XNOR gate truth table
| Input |  | Output |
| A | B | A XNOR B |
| 0 | 0 | 1 |
| 0 | 1 | 0 |
| 1 | 0 | 0 |
| 1 | 1 | 1 |

The XNOR gate (sometimes ENOR, EXNOR, NXOR, XAND and pronounced as exclusive NOR) is a digital logic gate whose function is the logical complement of the exclusive OR (XOR) gate. It is equivalent to the logical connective ($\leftrightarrow$) from mathematical logic, also known as the material biconditional. The two-input version implements logical equality, behaving according to the truth table to the right, and hence the gate is sometimes called an "equivalence gate". A high output (1) results if both of the inputs to the gate are the same. If one but not both inputs are high (1), a low output (0) results.

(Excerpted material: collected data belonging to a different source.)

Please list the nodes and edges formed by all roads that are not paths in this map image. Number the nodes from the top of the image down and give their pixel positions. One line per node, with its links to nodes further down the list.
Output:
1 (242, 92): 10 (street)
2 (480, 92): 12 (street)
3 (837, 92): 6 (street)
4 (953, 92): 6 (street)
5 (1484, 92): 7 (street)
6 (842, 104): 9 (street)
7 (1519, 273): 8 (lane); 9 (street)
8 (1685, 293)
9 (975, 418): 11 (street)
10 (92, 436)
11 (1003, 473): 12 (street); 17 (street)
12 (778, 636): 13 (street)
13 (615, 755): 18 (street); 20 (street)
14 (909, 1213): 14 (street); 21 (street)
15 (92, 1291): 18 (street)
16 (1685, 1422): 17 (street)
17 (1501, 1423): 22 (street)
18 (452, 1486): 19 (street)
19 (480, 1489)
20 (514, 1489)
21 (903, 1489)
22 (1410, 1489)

The algebraic notation used to represent the XNOR operation is $S = A \odot B$. The algebraic expressions $(A + \overline{B}) \cdot (\overline{A} + B)$ and $A \cdot B + \overline A \cdot \overline B$ both represent the XNOR gate with inputs A and B.

==Symbols==
There are two symbols for XNOR gates: one with distinctive shape and one with rectangular shape and label. Both symbols for the XNOR gate are that of the XOR gate with an added inversion bubble.

Distinctive symbol
Rectangular symbol

==Hardware description==
XNOR gates are represented in most TTL and CMOS IC families. The standard 4000 series CMOS IC is the 4077, and the TTL IC is the 74266 (although an open-collector implementation). Both include four independent, two-input, XNOR gates. The (now obsolete) 74S135 implemented four two-input XOR/XNOR gates or two three-input XNOR gates.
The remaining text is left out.